CD 2 „Messianic Ghosts Originals“ ist die Wiederveröffentlichung der gleichnamigen, auf 50 Stück limitierten CDR aus dem Jahre 1997. Die CD enthält vier Stücke, zwei davon überlang. Der Titeltrack ist ein lichtes, „choralartiges“ Ambientstück, das gut und gerne auch in einer Kirche zum Einsatz kommen könnte. „Eye Of Cloud“ kommt ein wenig ätherischer und auch düsterer daher. „Babel’s Tongues“ mischt zu repetitiven, rückwärts gespielten Tonfolgen undeutliche Stimmsamples dazu, die man ganz offensichtlich (s. Titel) nicht verstehen soll. Nach gut fünf Minuten ändert sich das Klangbild dann radikal hin zu mehr chorartigen Drones und später folgen einige weitere Schwenks, von Flugzeuggeräuschen über klassisches Klänge bis hin zu elektronischen Orgelflächen, so dass man von mehreren Teilstücken sprechen könnte, die fließend ineinander übergehen. Die ganze Zeit über bleibt der Track dabei jedoch eher zurückhaltend und ruhig. Der „Horned Moon“ zeigt sich etwas ritueller mit einem spartanischen und monotonen Rhythmus, der nach elektronisch imitierten Tablas klingt. Dazu gesellen sich weitläufige Keyboardflächen und Chöre, die dem Ganzen wieder einen eher meditativen Charakter geben, allerdings ist das Stück etwas kurz.
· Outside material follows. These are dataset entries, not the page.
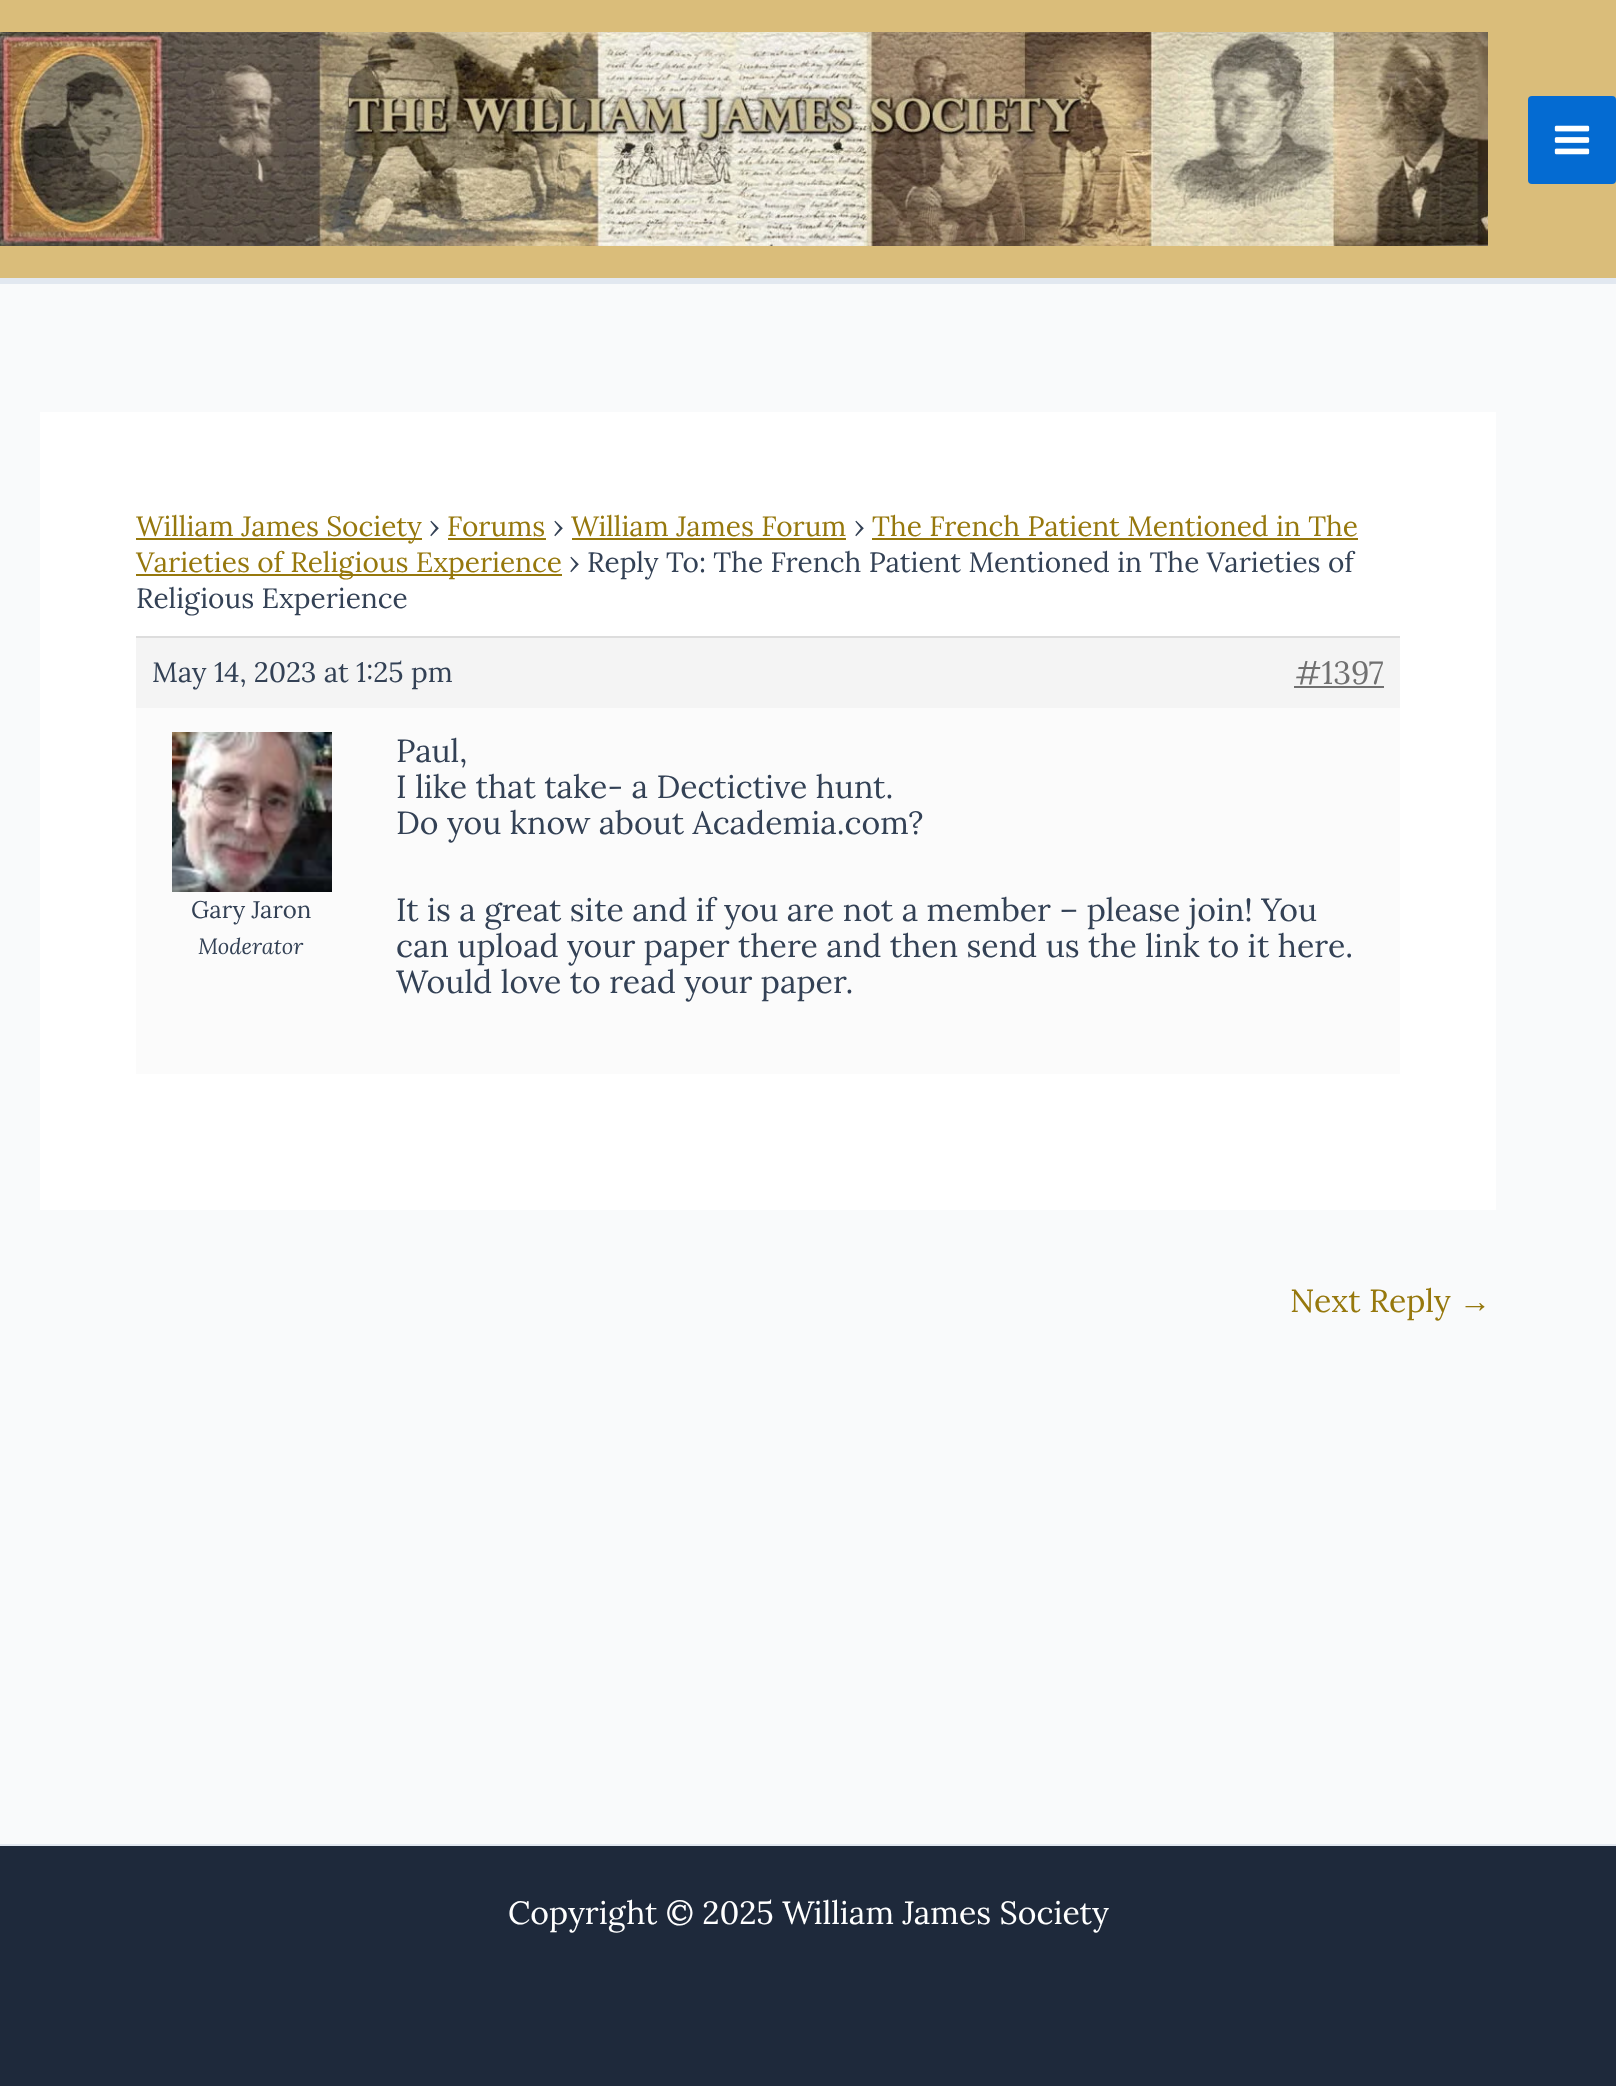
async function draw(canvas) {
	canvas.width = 1616;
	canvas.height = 2086;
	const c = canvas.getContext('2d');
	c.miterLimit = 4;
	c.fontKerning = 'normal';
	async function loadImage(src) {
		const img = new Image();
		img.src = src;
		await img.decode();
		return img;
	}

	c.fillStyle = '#f9fafb';
	c.fillRect(0, 0, 1616, 2086);
	c.fillStyle = '#dabd7a';
	c.fillRect(0, 0, 1616, 278);
	c.fillStyle = '#e2e8f0';
	c.fillRect(0, 278, 1616, 6);
	c.drawImage(await loadImage('img1.png'), 0, 32, 1488, 214);
	c.fillStyle = '#046bd2';
	c.beginPath();
	c.roundRect(1528, 96, 88, 88, 4);
	c.fill();
	c.drawImage(await loadImage('img2.png'), 1554, 125, 36, 30);
	c.fillStyle = '#fff';
	c.fillRect(40, 412, 1456, 798);
	c.fillStyle = '#96780d';
	c.fillRect(136, 538, 286, 2);
	c.font = '28px Lora';
	c.fillText('William James Society', 136, 536);
	c.fillStyle = '#334155';
	c.fillText('›', 429, 536);
	c.fillStyle = '#96780d';
	c.fillText('Forums', 447, 536);
	c.fillRect(448, 538, 98, 2);
	c.fillStyle = '#334155';
	c.fillText('›', 553, 536);
	c.fillStyle = '#96780d';
	c.fillText('William James Forum', 571, 536);
	c.fillRect(572, 538, 274, 2);
	c.fillStyle = '#334155';
	c.fillText('›', 854, 536);
	c.fillStyle = '#96780d';
	c.fillText('The French Patient Mentioned in The', 872, 536);
	c.fillRect(872, 538, 486, 2);
	c.fillRect(136, 574, 426, 2);
	c.fillText('Varieties of Religious Experience', 136, 572);
	c.fillStyle = '#334155';
	c.fillText('› Reply To: The French Patient Mentioned in The Varieties of', 569, 572);
	c.fillText('Religious Experience', 136, 608);
	c.fillStyle = '#f4f4f4';
	c.fillRect(136, 638, 1264, 70);
	c.fillStyle = '#ddd';
	c.fillRect(136, 636, 1264, 2);
	c.fillStyle = '#334155';
	c.fillText('May 14, 2023 at 1:25 pm', 152, 682);
	c.font = '32px Lora';
	c.fillStyle = '#707070';
	c.fillText('#1397', 1295, 684);
	c.fillRect(1294, 686, 90, 2);
	c.fillStyle = '#fbfbfb';
	c.fillRect(136, 708, 1264, 366);
	c.drawImage(await loadImage('img3.png'), 172, 732, 160, 160);
	c.font = '24px Lora';
	c.fillStyle = '#334155';
	c.fillText('Gary Jaron', 191, 918);
	c.font = 'italic 22px Lora';
	c.fillText('Moderator', 198, 954);
	c.font = '32px Lora';
	for (const [text, x, y] of [
		['Paul,', 396, 762],
		['I like that take- a Dectictive hunt.', 396, 798],
		['Do you know about Academia.com?', 396, 834],
		['It is a great site and if you are not a member – please join! You', 396, 921],
		['can upload your paper there and then send us the link to it here.', 396, 957],
		['Would love to read your paper.', 396, 993],
	]) {
		c.fillText(text, x, y);
	}
	c.fillStyle = '#96780d';
	c.fillText('Next Reply', 1290, 1312);
	c.font = '32px Liberation Serif';
	c.fillText('→', 1459, 1312);
	c.fillStyle = '#1e293b';
	c.fillRect(0, 1846, 1616, 240);
	c.fillStyle = '#e2e8f0';
	c.fillRect(0, 1844, 1616, 2);
	c.font = '32px Lora';
	c.fillStyle = '#fff';
	c.fillText('Copyright © 2025 William James Society', 508, 1924);
}

draw(document.querySelector('canvas'));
Rapoon – Seeds In The Tide, Volume 2 (2CD, Zoharum)
Wie schon Teil 1 der „Seeds In The Tide“ handelt es sich auch bei Volume 02 um einen Compilation von „extremely rare, unrelased or compilation tracks“, womit der Inhalt der CD1 umrissen ist. Woher die einzelnen Stücke stammen, ist zur Information der Die-Hard-Fans am Ende aufgelistet.
CD 2 ist der Mitschnitt eines Konzertes „Live At Klanggalerie, Vienna, Austria 28th May 2000“, eine Aufnahme, die bereits als MC und als „Forget In This World“ CD (Llimitiert auf 100 Stück) erschienen ist, letztere als Teil des „This World“ Box Sets. Soviel also zur Einordnung des Ganzen.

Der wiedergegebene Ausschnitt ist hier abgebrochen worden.